Dom chama à linguagem “uma grelha que nos aprisiona dentro da única realidade que os nossos sentidos conseguem perceber.”
Max tenta explicar o mundo com a lógica e a ciência.
Ben recorre a metáforas, mesmo quando percebe que podem ser vãs.
No final, o discurso transforma-se num ciclo — um pensamento que gira sobre si mesmo, procurando sentido no próprio ato de falar.
Vida, morte e renascimento
Inspirando-se nas filosofias orientais e ocidentais, a obra sugere uma conceção cíclica da existência.
Quer num acidente aéreo, num coma hospitalar ou numa nave espacial atraída por um buraco negro, cada cenário representa a passagem entre mundos — o eterno “grande reciclar” da energia.
A morte, em Horizontes, não é um fim, mas uma mudança de estado — como a matéria ou a luz que desaparecem para lá do horizonte de acontecimentos.
Memória e identidade
Tendo esquecido quem são, as personagens precisam de reinventar-se.
A amnésia torna-se uma metáfora da condição humana: definimo-nos pela memória, mas a memória é frágil e seletiva.
No fim, o esquecimento total pode ser a forma mais pura de liberdade:
“Pelo menos teremos esquecido tudo, e poderemos voltar a maravilhar-nos por estarmos vivos.”
6. Tom e estilo
O tom oscila entre:
a gravidade filosófica (consciência, morte, universo),
o humor absurdo (jogos de palavras, ironia, pseudo-ciência),
e o lirismo poético (repetições, musicalidade, imagens).

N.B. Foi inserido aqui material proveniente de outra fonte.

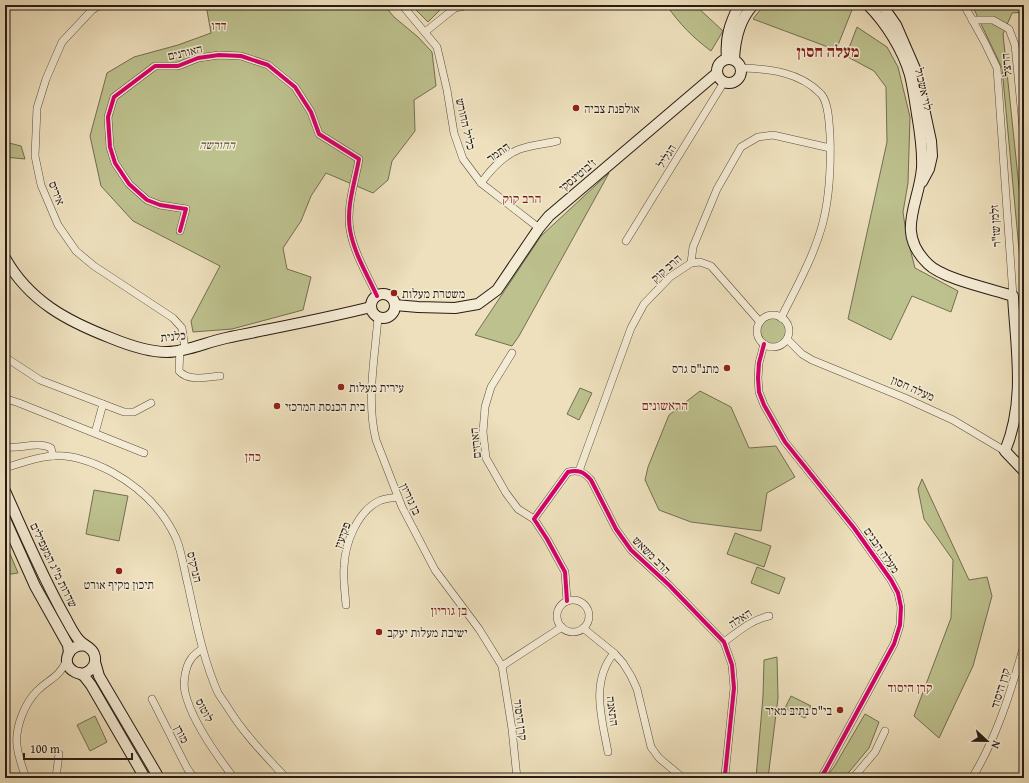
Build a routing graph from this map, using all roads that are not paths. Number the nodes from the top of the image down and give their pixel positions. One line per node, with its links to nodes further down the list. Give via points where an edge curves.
1 (100, 5): 36 (street, איריס, via 62,42 46,79 37,108 35,156 41,185 58,225 76,251 94,266 173,318 182,328)
2 (402, 5): 12 (street, כליל החורש)
3 (469, 5): 12 (street, via 455,8)
4 (739, 5): 13 (street, via 727,34 726,46)
5 (752, 5): 13 (street, via 740,25)
6 (868, 5): 21 (street, לוי אשכול, via 888,30 910,74 922,141 922,169)
7 (882, 5): 21 (street, לוי אשכול, via 896,25 916,71 931,141 932,156 929,169)
8 (964, 5): 11 (street, זלמן שז"ר)
9 (1020, 5): 10 (street)
10 (1024, 9)
11 (972, 20): 17 (street, הרצל, via 993,20 1009,29 1015,45); 28 (street, זלמן שז"ר, via 997,68)
12 (425, 32): 20 (street, כליל החורש, via 437,47 462,159)
13 (731, 59): 14 (street, via 738,61); 15 (street, via 720,62)
14 (742, 68): 16 (street, via 739,79 732,83); 19 (street, via 773,70 792,75 822,95 828,112)
15 (717, 73): 16 (street); 22 (street, ז'בוטינסקי, via 549,216)
16 (724, 82): 24 (street, הגליל)
17 (1024, 138)
18 (557, 141): 20 (street, התמר, via 520,149 501,160)
19 (830, 148): 26 (street, הרב קוק, via 773,135 758,137 741,147 717,189 693,247); 32 (street, via 826,209 816,246)
20 (481, 183): 22 (street, כליל החורש)
21 (918, 189): 28 (street, לוי אשכול, via 910,231 915,248 929,265 946,275)
22 (539, 228): 29 (street, ז'בוטינסקי, via 497,290 478,304 455,308)
23 (180, 231): 27 (street, האורנים, via 186,209 160,206 147,200 129,184 115,163 110,147 108,117 114,97 155,66 178,66 198,58 219,54 242,56 268,65 295,87 311,112 320,134 359,160 350,206 350,229 357,253)
24 (626, 241)
25 (5, 258): 36 (street, כלנית, via 12,271 40,300 74,323 141,348 167,352)
26 (691, 263): 33 (street, via 700,262 711,266); 50 (street, הרב קוק, via 670,277 644,304 631,328)
27 (377, 296): 29 (street, via 389,295); 30 (street, via 372,300)
28 (1013, 296): 39 (street, זלמן שז"ר)
29 (395, 305): 31 (street, via 390,316)
30 (371, 307): 31 (street); 36 (street, כלנית)
31 (378, 317): 53 (street, בן גוריון, via 371,404 373,430)
32 (781, 318): 33 (street, via 772,315); 34 (street, via 789,329)
33 (760, 322): 35 (street, via 757,331)
34 (787, 339): 35 (street, via 779,346 769,347); 46 (street, מעלה חסון, via 812,360 953,420)
35 (764, 344): 85 (street, מעלה הבנים, via 758,378 759,392 764,405 785,442 888,575 898,593 901,607 900,625 894,644)
36 (183, 349): 40 (street, איריס, via 178,371 184,376)
37 (512, 353): 55 (street, הארזים, via 491,387 485,407 483,432 486,458 518,509)
38 (5, 358): 43 (street, via 40,380)
39 (1021, 362): 46 (street, זלמן שז"ר, via 1017,405 1011,436)
40 (220, 376)
41 (5, 403): 44 (street, via 10,400)
42 (151, 403): 43 (street, via 134,412 124,412)
43 (103, 404): 44 (street)
44 (95, 433): 47 (street)
45 (5, 444): 48 (street, via 7,447 15,448 45,445 51,448)
46 (1005, 451): 51 (street, מעלה חסון)
47 (144, 453)
48 (53, 456): 49 (street, הנרקיס, via 32,459); 64 (street, הנרקיס, via 74,457 92,462 128,481 152,501 167,521 176,539)
49 (5, 468)
50 (579, 471): 55 (street, via 568,472); 61 (street, הרב משאש, via 591,480 616,529 631,550)
51 (1024, 471)
52 (5, 490): 63 (street, שדרות מ"ג המעפילים, via 46,581 76,636)
53 (398, 497): 57 (street, פקיעין, via 381,500 367,508 354,527 344,567); 68 (street, בן גוריון, via 435,570)
54 (5, 519): 66 (street, שדרות מ"ג המעפילים, via 35,586 68,645)
55 (534, 519): 56 (street, via 565,572)
56 (567, 601): 59 (street, via 558,613); 60 (street, via 582,602 588,610 589,620)
57 (346, 605)
58 (770, 616): 61 (street, האלה, via 758,618 747,624)
59 (562, 627): 60 (street, via 575,631); 68 (street)
60 (583, 628): 65 (street)
61 (724, 642): 84 (street, הרב משאש, via 732,665 734,688)
62 (1024, 645): 87 (street, קרן היסוד, via 1002,717 985,757)
63 (86, 646): 66 (street, via 74,647); 67 (street, via 94,654)
64 (202, 649): 80 (street, לוטוס, via 190,660 185,674 184,691 191,710); 81 (street, הנרקיס, via 219,694 239,726)
65 (614, 653): 73 (street, התאנה, via 605,666 599,689); 83 (street, via 623,663 637,689 651,747 658,758)
66 (68, 657): 69 (street, via 71,669); 70 (street)
67 (95, 662): 69 (street, via 88,672); 78 (street, via 99,676)
68 (502, 666): 82 (street, קרן היסוד)
69 (77, 672): 70 (street); 77 (street, via 91,685)
70 (60, 674): 75 (street, via 37,691 20,720 17,744)
71 (152, 699): 79 (street, מורן, via 186,768)
72 (885, 731): 86 (street, via 875,752)
73 (608, 752)
74 (59, 754): 76 (street)
75 (26, 778)
76 (56, 778)
77 (145, 778)
78 (159, 778)
79 (194, 778)
80 (234, 778)
81 (286, 778)
82 (517, 778)
83 (682, 778)
84 (723, 778)
85 (820, 778)
86 (853, 778)
87 (972, 778)

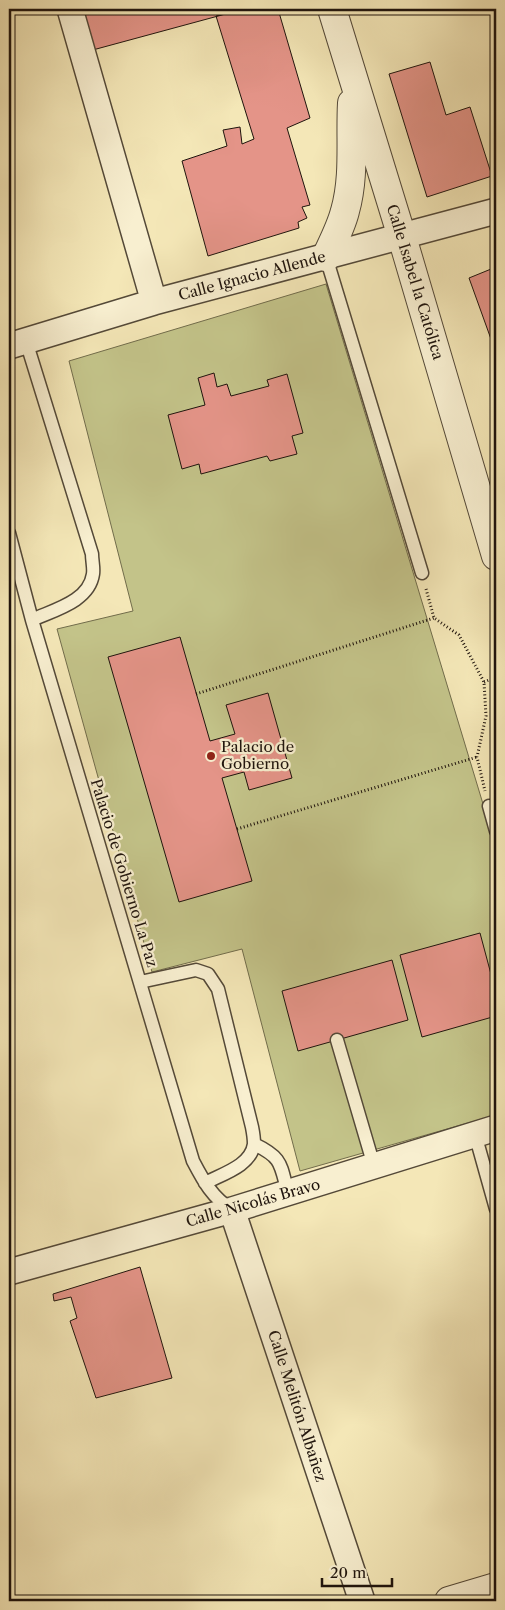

Martinez combina magistralmente o teatro existencial de Beckett e Ionesco com um toque mais leve e irónico, criando uma tragicomédia acessível mas profunda — uma reflexão metafísica sobre o desconcerto humano.
7. Final simbólico
O desfecho — quando os três se atam e caminham em direção ao horizonte — pode ser lido como:
um gesto de solidariedade diante do desconhecido,
uma metáfora da viagem coletiva da humanidade rumo aos seus limites,
e uma última ironia: nunca chegam ao seu “Salvador”, mas mantêm a fé.
O horizonte de acontecimentos torna-se, assim, o próprio horizonte do teatro — o ponto onde a ilusão e o significado se dissolvem na escuridão.
Conclusão
Horizontes é simultaneamente uma fábula metafísica e uma peça sobre a linguagem — uma confrontação poética com o incognoscível.
Jean-Pierre Martinez utiliza o humor, a repetição e o paradoxo para explorar as grandes questões:
Quem somos? O que existe para além? Porque falamos?
Através de Ben, Dom e Max, encena o diálogo eterno entre a fé, a dúvida e a razão — entre o desejo de saber e a impossibilidade de conhecer.